If a line in the records contains the string "path", show that line.

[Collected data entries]
== == ==

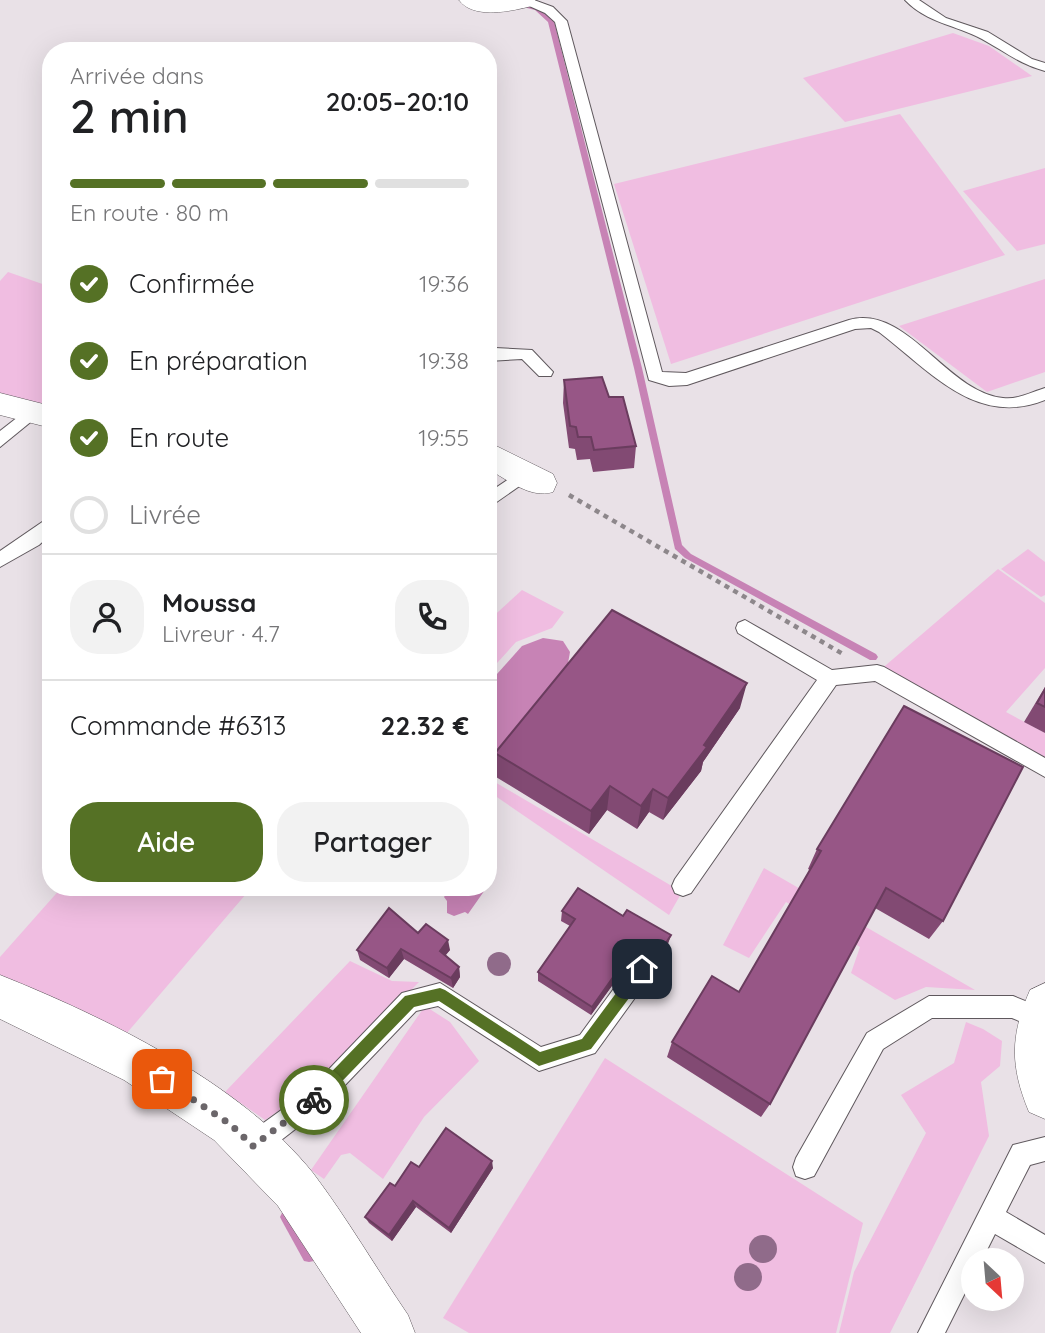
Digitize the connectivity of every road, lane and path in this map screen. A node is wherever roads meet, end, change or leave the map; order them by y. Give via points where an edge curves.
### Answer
1 (470, 0) edge
2 (531, 0) edge
3 (911, 0) edge
4 (524, 1) edge
5 (1045, 67) edge
6 (497, 353) edge
7 (545, 372) dead end
8 (1045, 394) edge
9 (0, 404) edge
10 (41, 415) edge
11 (0, 441) edge
12 (497, 459) edge
13 (533, 478) junction
14 (497, 497) edge
15 (42, 532) edge
16 (0, 560) edge
17 (745, 628) dead end
18 (877, 673) junction
19 (830, 678) junction
20 (1045, 768) edge
21 (683, 886) dead end
22 (642, 969) dead end
23 (0, 996) edge
24 (1042, 1012) edge
25 (1045, 1096) edge
26 (253, 1146) junction
27 (1045, 1149) edge
28 (805, 1167) dead end
29 (990, 1216) junction
30 (1045, 1250) edge
31 (390, 1333) edge
32 (931, 1333) edge

1 - 4 street via 488,6
2 - 4 lane
3 - 5 lane via 942,21 984,35
4 - 8 lane via 543,5 561,21 655,376 687,379 854,324 872,323 886,328 981,397 1018,404
6 - 7 lane via 526,354
9 - 10 street
10 - 11 lane
12 - 13 street
13 - 14 lane
13 - 18 path
15 - 16 lane
17 - 19 lane
18 - 19 lane
18 - 20 lane
19 - 21 lane
22 - 26 lane via 587,1045 539,1059 440,994 410,1001 317,1098
23 - 26 street via 140,1064 230,1124
24 - 25 street via 1033,1055
24 - 28 lane via 1013,1007 929,1007 875,1041
26 - 31 street via 295,1189
27 - 29 lane via 1022,1154
29 - 30 lane
29 - 32 lane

== == ==

> **Output for this task**:
Digitize the connectivity of every road, lane and path in this map screen. A node is wherever roads meet, end, change or leave the map; order them by y. Give via points where an edge curves.
13 - 18 path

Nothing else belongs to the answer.